Ülkemiz yakın tarihi incelendiğinde son on beş yıllık sürecin toplumsal katmanlar arasında sert kavgayla geçtiği, özellikle tercih edilen kutuplaştırıcı siyaset dilinin toplum katmanlarını birbirinden kopardığı, yukarıda özetlenen yargısal işleyiş nedeniyle zayıf durumda olan toplum katmanların acımasız cezalandırıldığı bilinen, sabit bir gerçek. İşte politik kutuplaşma ve kutuplaşmadan kaynaklı cezalandırma dolayısıyla birbirinden uzaklaşan toplumsal katmanların bir araya gelmesi, tekrar birlikte yaşama iradesine sahip çıkması güven arz etmeyen cezaların infazına dair bir yasal düzenlemeyi nedenselliğin ikinci sebebi olarak zorunlu kıldı. Yukarıda değinildiğinden tekrarından imtina edilen üçüncü sebep yargısal yanılsamalardır. Artık herhangi bir ankette karşımıza çıkan yargıya ve yargı kararlarına güven bunalımı işte bu üçüncü nedensellik sebebini de ortaya koydu.
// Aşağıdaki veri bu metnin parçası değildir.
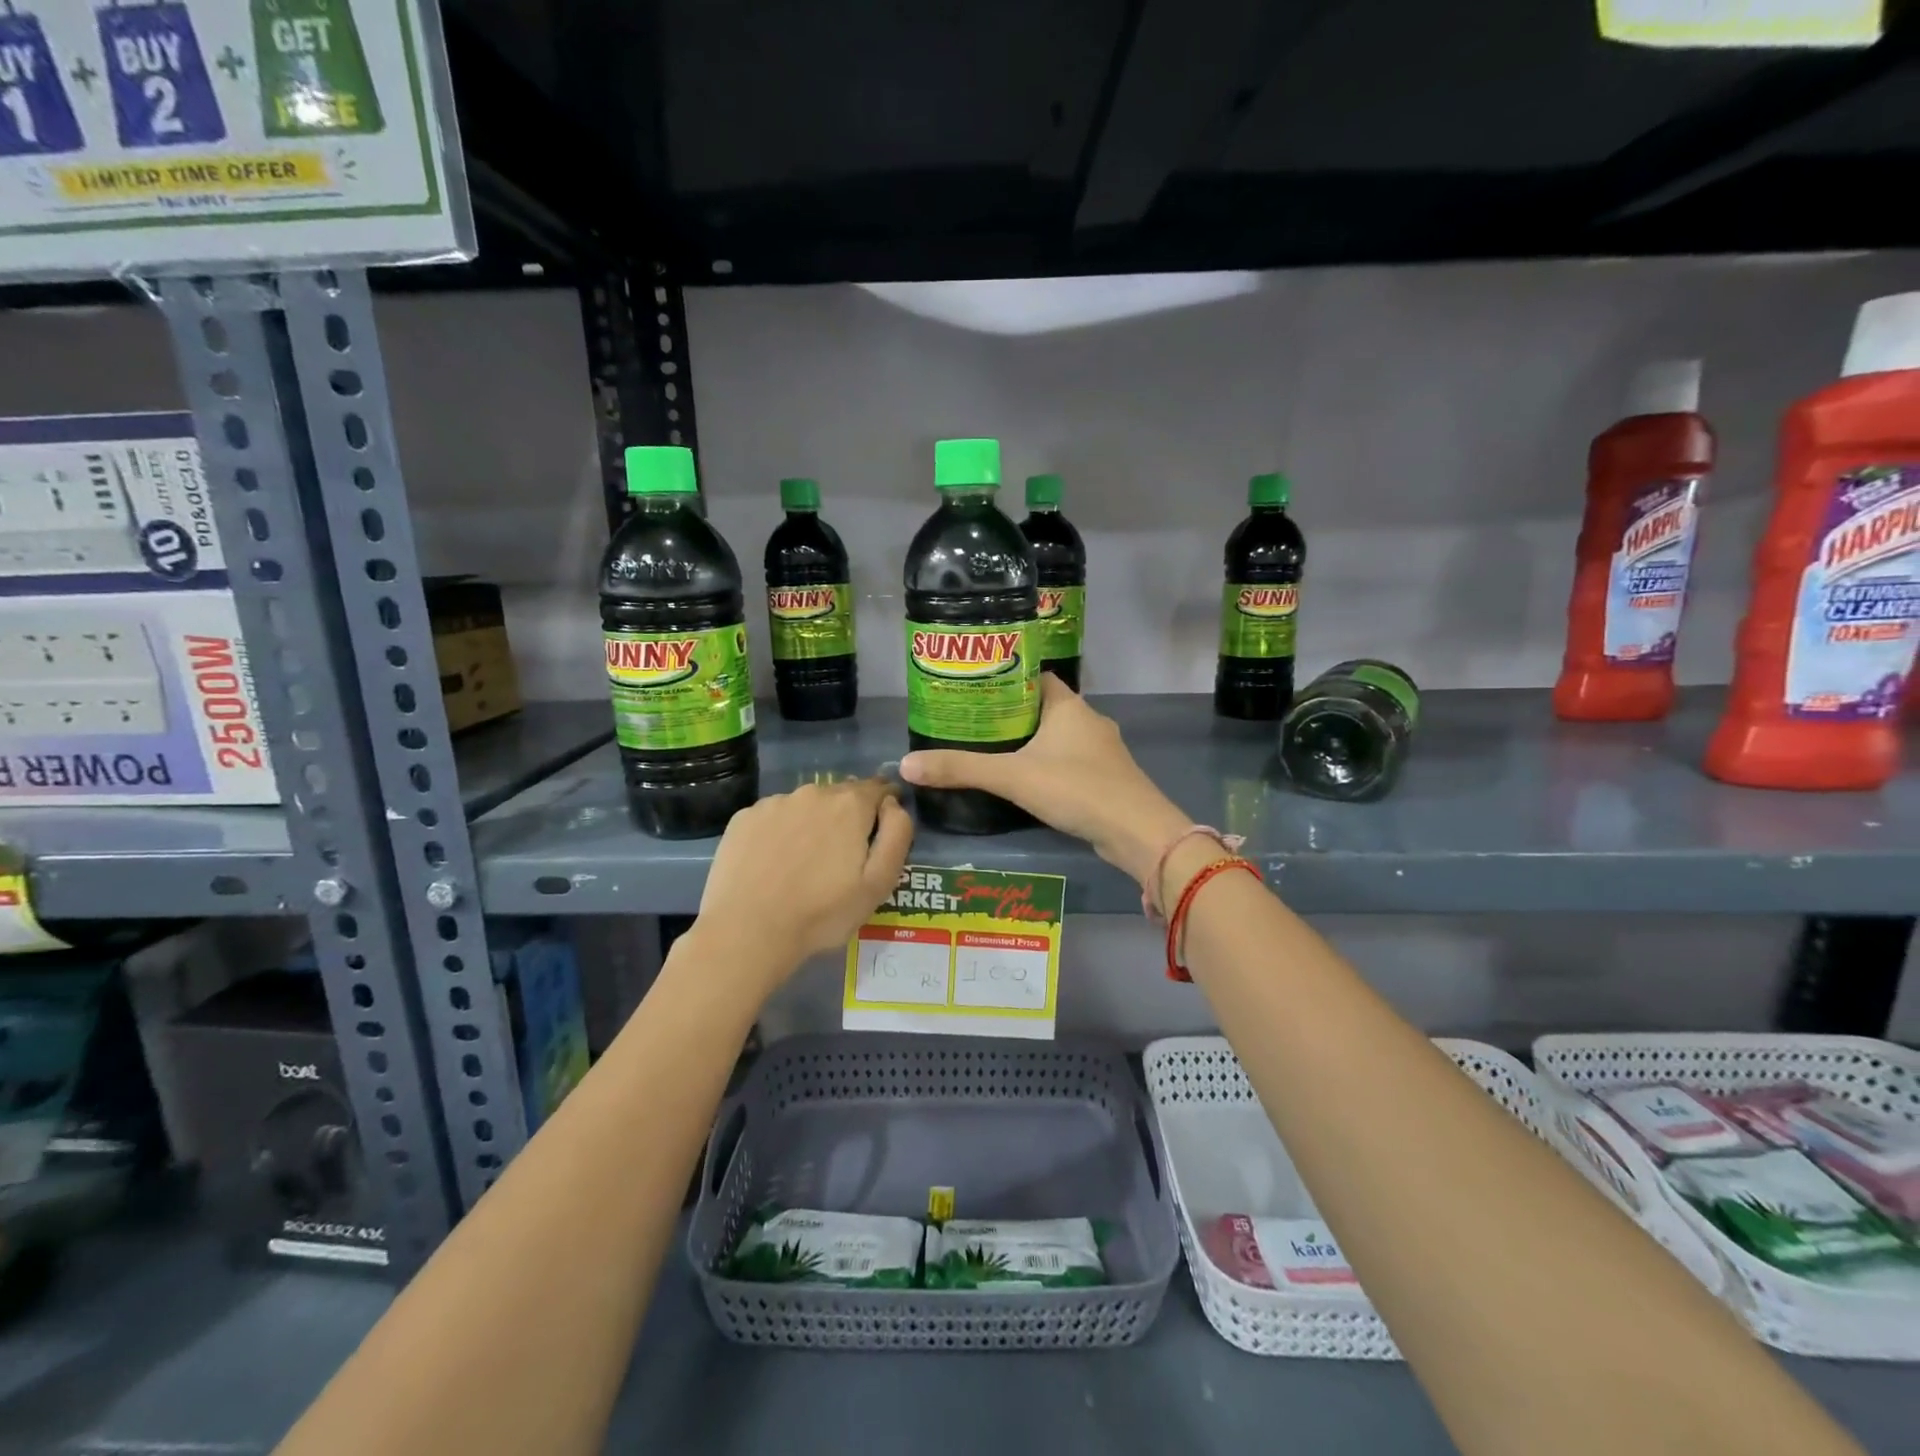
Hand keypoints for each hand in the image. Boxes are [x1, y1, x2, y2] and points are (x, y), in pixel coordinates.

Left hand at [697, 778, 913, 986]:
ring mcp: (774, 803)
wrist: (747, 932)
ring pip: (805, 805)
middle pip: (841, 795)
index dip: (886, 804)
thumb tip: (893, 804)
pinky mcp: (743, 818)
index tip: (881, 829)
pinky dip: (780, 832)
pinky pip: (773, 817)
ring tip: (805, 861)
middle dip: (848, 816)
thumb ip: (897, 835)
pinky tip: (774, 862)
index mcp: (850, 804)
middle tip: (842, 855)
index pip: (879, 789)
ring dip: (813, 823)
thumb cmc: (822, 913)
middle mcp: (813, 792)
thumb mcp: (879, 883)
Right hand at [900, 675, 1189, 888]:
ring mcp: (1102, 750)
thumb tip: (906, 765)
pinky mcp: (1107, 778)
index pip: (1034, 676)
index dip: (1005, 678)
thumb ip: (961, 769)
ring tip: (993, 751)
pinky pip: (1070, 761)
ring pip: (1058, 736)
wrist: (1137, 832)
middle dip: (1011, 713)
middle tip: (973, 723)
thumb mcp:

Bir af ya da gölge af düzenlemesi için üç sebebin aynı anda vuku bulduğu toplum örneği istisna olsa gerek. Sağlıksız koşullar, toplum katmanları arasında kutuplaşmalar ve zayıf olanların cezalandırılması, yargıya güven kaybının tarihi göstergesi işte bir infaz düzenlemesine dair zarureti ortaya koydu.